Township in Ohio, US

Jersey Township is one of the 25 townships of Licking County, Ohio, United States. As of the 2020 census, the population was 2,557.

==Geography==
Located on the western edge of the county, it borders the following townships and city:
- Monroe Township - north
- Liberty Township - northeast corner
- St. Albans Township - east
- Harrison Township - southeast corner
- Pataskala - south
- Jefferson Township, Franklin County - southwest corner
- Plain Township, Franklin County - west
- Harlem Township, Delaware County - northwest corner

Part of the city of New Albany is located in western Jersey Township.
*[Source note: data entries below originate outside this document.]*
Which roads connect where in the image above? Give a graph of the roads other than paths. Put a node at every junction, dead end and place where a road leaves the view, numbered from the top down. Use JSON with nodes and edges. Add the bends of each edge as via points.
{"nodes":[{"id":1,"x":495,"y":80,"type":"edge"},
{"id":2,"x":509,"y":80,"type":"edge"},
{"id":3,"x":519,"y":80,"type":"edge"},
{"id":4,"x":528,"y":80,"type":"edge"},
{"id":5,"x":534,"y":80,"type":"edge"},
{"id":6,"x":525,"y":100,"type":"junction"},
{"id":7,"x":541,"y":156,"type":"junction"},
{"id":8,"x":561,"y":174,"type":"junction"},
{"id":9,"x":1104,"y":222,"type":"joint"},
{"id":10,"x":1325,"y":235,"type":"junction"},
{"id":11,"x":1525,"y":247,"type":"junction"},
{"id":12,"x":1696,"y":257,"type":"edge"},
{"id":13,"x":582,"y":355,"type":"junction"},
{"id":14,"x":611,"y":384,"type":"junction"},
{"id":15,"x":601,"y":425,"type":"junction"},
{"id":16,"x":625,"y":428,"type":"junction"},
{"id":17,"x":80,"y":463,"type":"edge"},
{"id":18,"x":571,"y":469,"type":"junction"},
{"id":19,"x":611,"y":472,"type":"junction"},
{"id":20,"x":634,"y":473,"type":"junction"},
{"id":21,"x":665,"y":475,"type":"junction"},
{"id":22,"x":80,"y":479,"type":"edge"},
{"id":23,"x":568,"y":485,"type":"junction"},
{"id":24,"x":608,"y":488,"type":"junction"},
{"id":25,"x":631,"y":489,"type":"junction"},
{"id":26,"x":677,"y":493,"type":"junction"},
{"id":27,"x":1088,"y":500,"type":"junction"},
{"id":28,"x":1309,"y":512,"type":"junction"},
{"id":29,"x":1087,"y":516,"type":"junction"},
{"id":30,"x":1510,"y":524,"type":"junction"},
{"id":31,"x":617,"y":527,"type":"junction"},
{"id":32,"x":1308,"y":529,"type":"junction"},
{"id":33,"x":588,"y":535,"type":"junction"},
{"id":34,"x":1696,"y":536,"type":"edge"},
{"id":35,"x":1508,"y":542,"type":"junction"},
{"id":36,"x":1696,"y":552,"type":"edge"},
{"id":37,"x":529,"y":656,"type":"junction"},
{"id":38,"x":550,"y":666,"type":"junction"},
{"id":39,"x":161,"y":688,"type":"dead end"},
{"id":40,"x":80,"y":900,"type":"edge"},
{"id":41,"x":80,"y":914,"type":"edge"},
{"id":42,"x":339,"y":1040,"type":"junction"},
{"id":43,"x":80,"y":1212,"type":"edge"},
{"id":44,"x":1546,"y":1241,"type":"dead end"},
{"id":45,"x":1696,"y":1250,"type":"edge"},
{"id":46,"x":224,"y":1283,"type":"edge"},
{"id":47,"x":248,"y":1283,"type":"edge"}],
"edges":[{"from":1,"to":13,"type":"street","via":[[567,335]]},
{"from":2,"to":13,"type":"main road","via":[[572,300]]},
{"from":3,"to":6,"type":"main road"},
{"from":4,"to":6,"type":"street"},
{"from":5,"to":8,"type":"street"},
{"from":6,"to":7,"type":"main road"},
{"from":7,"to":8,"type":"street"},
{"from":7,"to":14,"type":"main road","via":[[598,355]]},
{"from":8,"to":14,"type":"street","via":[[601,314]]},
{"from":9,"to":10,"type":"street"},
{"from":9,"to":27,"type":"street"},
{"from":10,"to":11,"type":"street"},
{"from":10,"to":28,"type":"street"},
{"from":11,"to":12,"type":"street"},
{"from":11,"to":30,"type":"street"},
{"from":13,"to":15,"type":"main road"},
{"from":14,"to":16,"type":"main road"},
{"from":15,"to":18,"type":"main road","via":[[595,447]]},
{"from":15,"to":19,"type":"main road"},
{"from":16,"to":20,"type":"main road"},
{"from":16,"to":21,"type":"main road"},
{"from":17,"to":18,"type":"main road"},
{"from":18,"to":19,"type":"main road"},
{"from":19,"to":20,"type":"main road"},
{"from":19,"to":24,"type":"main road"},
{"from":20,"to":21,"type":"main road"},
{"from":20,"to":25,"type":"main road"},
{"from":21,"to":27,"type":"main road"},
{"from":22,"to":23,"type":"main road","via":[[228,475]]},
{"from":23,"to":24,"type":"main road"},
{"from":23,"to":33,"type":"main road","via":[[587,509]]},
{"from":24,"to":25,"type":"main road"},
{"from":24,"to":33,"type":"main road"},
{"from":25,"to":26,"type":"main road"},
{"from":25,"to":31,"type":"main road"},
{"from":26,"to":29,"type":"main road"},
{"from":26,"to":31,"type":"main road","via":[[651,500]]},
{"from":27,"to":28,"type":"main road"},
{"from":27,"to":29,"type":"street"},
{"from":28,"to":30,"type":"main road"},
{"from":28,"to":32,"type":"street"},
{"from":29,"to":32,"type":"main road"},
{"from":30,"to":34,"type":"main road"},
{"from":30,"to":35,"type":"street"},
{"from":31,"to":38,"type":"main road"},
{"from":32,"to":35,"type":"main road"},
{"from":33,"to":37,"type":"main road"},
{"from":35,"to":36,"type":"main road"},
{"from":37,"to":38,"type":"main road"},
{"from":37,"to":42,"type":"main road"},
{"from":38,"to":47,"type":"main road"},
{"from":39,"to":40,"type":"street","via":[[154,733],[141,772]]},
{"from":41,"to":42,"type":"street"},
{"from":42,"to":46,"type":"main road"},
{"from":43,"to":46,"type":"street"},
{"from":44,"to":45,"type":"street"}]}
The census-designated place of Jersey is located within the township.

==Name and history==
Jersey Township was established in 1820. The township was named after New Jersey, the native state of a large share of the early settlers. It is the only Jersey Township statewide.

==Government==
The township is governed by a three-member board of trustees, who are elected in November of odd-numbered years to a four-year term beginning on the following January 1. Two are elected in the year after the presidential election and one is elected in the year before it. There is also an elected township fiscal officer, who serves a four-year term beginning on April 1 of the year after the election, which is held in November of the year before the presidential election. Vacancies in the fiscal officership or on the board of trustees are filled by the remaining trustees.